La fumée gagnait peu à peu en densité. Normal dans un couloir étroit comme celui-ci. Au début, c'était comme avoir du brouillard dans le champ de vision, mais maintenant, il était tellement épais qu'on ne pouvait même pas voir devant nous. La seule chose que je ressentais était la douceur de la main d'Asami que je tenais.
Bref, il fallait trouver un endroit sûr.
- Hide…to… !
De l'autre côté de la main que je tenais, j'attendis un petit cri venant Asami.
Bam. Le bruit de quelque chose qui tombait au sol retentit.
Le bras que je tenais devint soudainement lourd. Tiré par ce dernier, je tombai aussi.
- Asa...mi...Asami !
Je criai son nom, mais pas de réponse. La fumée recouvrait ma vue. Je ne voyais pas bien Asami, elle aussi à terre.
- ...
Je plissai quand même les yeux dans l’espoir de la trouver, et la silhouette que j'aperçus enfin dans la fumée était celle de...
- ...Ji...yu...
Elle se tenait calmement devant moi, un léger sourire aux lèvres. La lame qu'elle tenait dans sa main droite donnait l’impression de briller dans la fumée blanche. Elle était couverte d'un rouge écarlate. Les gouttes qui coulaient de cette lame étaient du sang. Celui de qui ? Ça allait de soi.
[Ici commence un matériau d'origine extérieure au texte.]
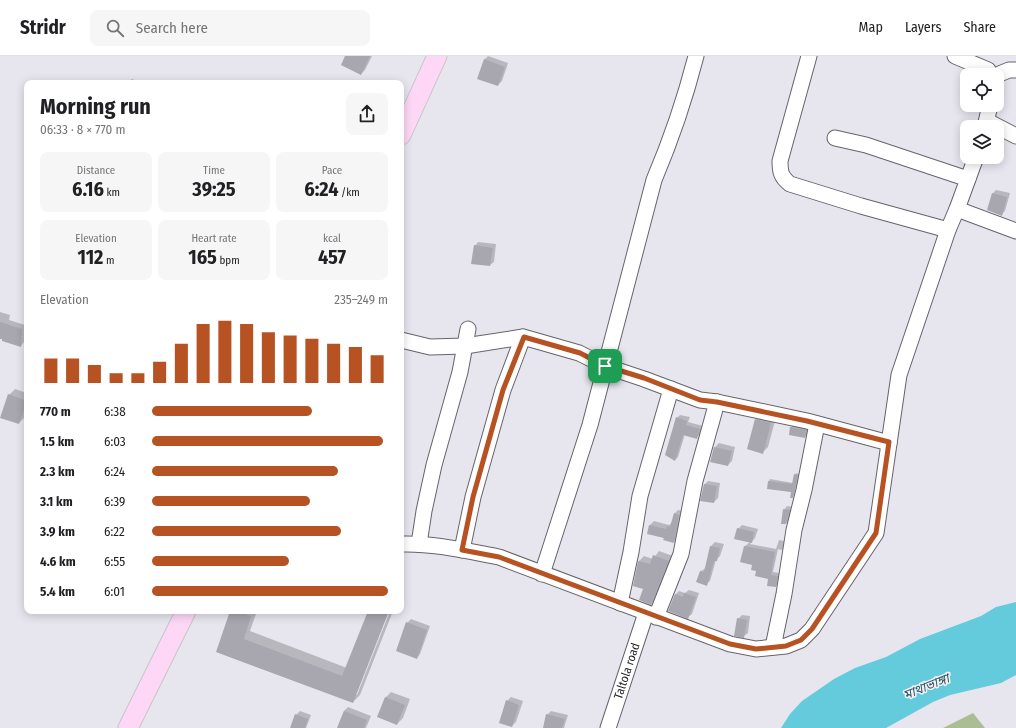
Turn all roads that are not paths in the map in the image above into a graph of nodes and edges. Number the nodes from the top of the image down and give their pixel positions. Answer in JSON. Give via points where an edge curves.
{"nodes":[{"id":1,"x":437,"y":56,"type":"edge"},
{"id":2,"x":696,"y":56,"type":"edge"},
{"id":3,"x":809,"y":56,"type":"edge"},
{"id":4,"x":955,"y":56,"type":"edge"},
{"id":5,"x":983,"y":68,"type":"edge"},
{"id":6,"x":1016,"y":70,"type":"edge"},
{"id":7,"x":1004,"y":72,"type":"edge"},
{"id":8,"x":404,"y":129,"type":"edge"},
{"id":9,"x":1004,"y":131,"type":"edge"},
{"id":10,"x":1016,"y":136,"type":"edge"},
{"id":11,"x":835,"y":138,"type":"dead end"},
{"id":12,"x":973,"y":164,"type":"edge"},
{"id":13,"x":968,"y":179,"type":"junction"},
{"id":14,"x":957,"y":209,"type":"junction"},
{"id":15,"x":948,"y":230,"type":"junction"},
{"id":16,"x":1016,"y":231,"type":"edge"},
{"id":17,"x":468,"y":329,"type":"dead end"},
{"id":18,"x":524,"y":337,"type":"junction"},
{"id":19,"x":404,"y":341,"type":"edge"},
{"id":20,"x":465,"y":346,"type":"junction"},
{"id":21,"x":605,"y":366,"type":"junction"},
{"id":22,"x":671,"y":389,"type":"junction"},
{"id":23,"x":717,"y":402,"type":"junction"},
{"id":24,"x":817,"y":424,"type":"junction"},
{"id":25,"x":889,"y":442,"type":"junction"},
{"id":26,"x":404,"y":544,"type":"edge"},
{"id":27,"x":419,"y":544,"type":"junction"},
{"id":28,"x":462,"y":550,"type":"junction"},
{"id":29,"x":542,"y":574,"type":"junction"},
{"id":30,"x":620,"y":603,"type":"junction"},
{"id":31,"x":185,"y":614,"type":"edge"},
{"id":32,"x":651,"y":615,"type":"junction"},
{"id":33,"x":773,"y":647,"type":"junction"},
{"id":34,"x":128,"y":728,"type":"edge"},
{"id":35,"x":608,"y":728,"type":"edge"}],
"edges":[{"from":1,"to":8,"type":"main road"},
{"from":2,"to":21,"type":"street","via":[[670,144],[654,180]]},
{"from":3,"to":15,"type":"street","via":[[780,161],[781,176],[790,184]]},
{"from":4,"to":5,"type":"street"},
{"from":6,"to":7,"type":"street"},
{"from":9,"to":10,"type":"street"},
{"from":11,"to":13,"type":"street","via":[[866,145]]},
{"from":12,"to":13,"type":"street"},
{"from":13,"to":14,"type":"street"},
{"from":14,"to":15,"type":"street"},
{"from":14,"to":16,"type":"street"},
{"from":15,"to":25,"type":"street","via":[[898,375]]},
{"from":17,"to":20,"type":"street"},
{"from":18,"to":20,"type":"street"},
{"from":18,"to":21,"type":"street","via":[[580,353]]},
{"from":18,"to":28,"type":"street","via":[[503,390],[473,497]]},
{"from":19,"to":20,"type":"street","via":[[430,347]]},
{"from":20,"to":27,"type":"street","via":[[434,465]]},
{"from":21,"to":22,"type":"street"},
{"from":21,"to":29,"type":"street","via":[[581,454]]},
{"from":22,"to":23,"type":"street","via":[[700,400]]},
{"from":22,"to":30,"type":"street","via":[[640,496]]},
{"from":23,"to":24,"type":"street"},
{"from":23,"to":32,"type":"street","name":"Taltola road","via":[[695,481],[681,554]]},
{"from":24,"to":25,"type":"street"},
{"from":24,"to":33,"type":"street","via":[[794,530]]},
{"from":25,"to":33,"type":"street","via":[[876,533],[812,629],[801,640],[786,646]]},
{"from":26,"to":27,"type":"street"},
{"from":27,"to":28,"type":"street"},
{"from":28,"to":29,"type":"street","via":[[499,557]]},
{"from":29,"to":30,"type":"street"},
{"from":30,"to":32,"type":"street"},
{"from":31,"to":34,"type":"main road"},
{"from":32,"to":33,"type":"street","via":[[730,644],[756,649]]},
{"from":32,"to":35,"type":"street","name":"Taltola road"}]}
Même dans ce monde, Jiyuri était une fan des Supest, et elle est donc venue au concert. La Jiyuri du monde avancé en a profité pour entrer son corps, voler la machine à fumée qui se trouvait quelque part dans le bâtiment et foutre le bordel. Dans la confusion, elle s’est cachée dans la fumée pour poignarder Asami dans le dos. Surement quelque chose du genre.
OK. Je le reconnais. Dans ce monde aussi, tu as gagné.
Mais tu ne me briseras plus. Je me battrais jusqu'à mon dernier souffle. Si tu veux me courir après, alors donne tout ce que tu as, ma grande.
Je continuerais de fuir, encore et encore et encore. Et à la fin, je sortirais vainqueur. J’espère que t'es prête.
Allez, je prends la fuite, une fois de plus.
Si tu comptes me suivre, alors moi aussi, je vais continuer de fuir.
Cependant, cela ne va plus être la seule chose que je vais faire.
Je vais te montrer que le désespoir peut aussi rendre les lâches courageux, tu vas voir.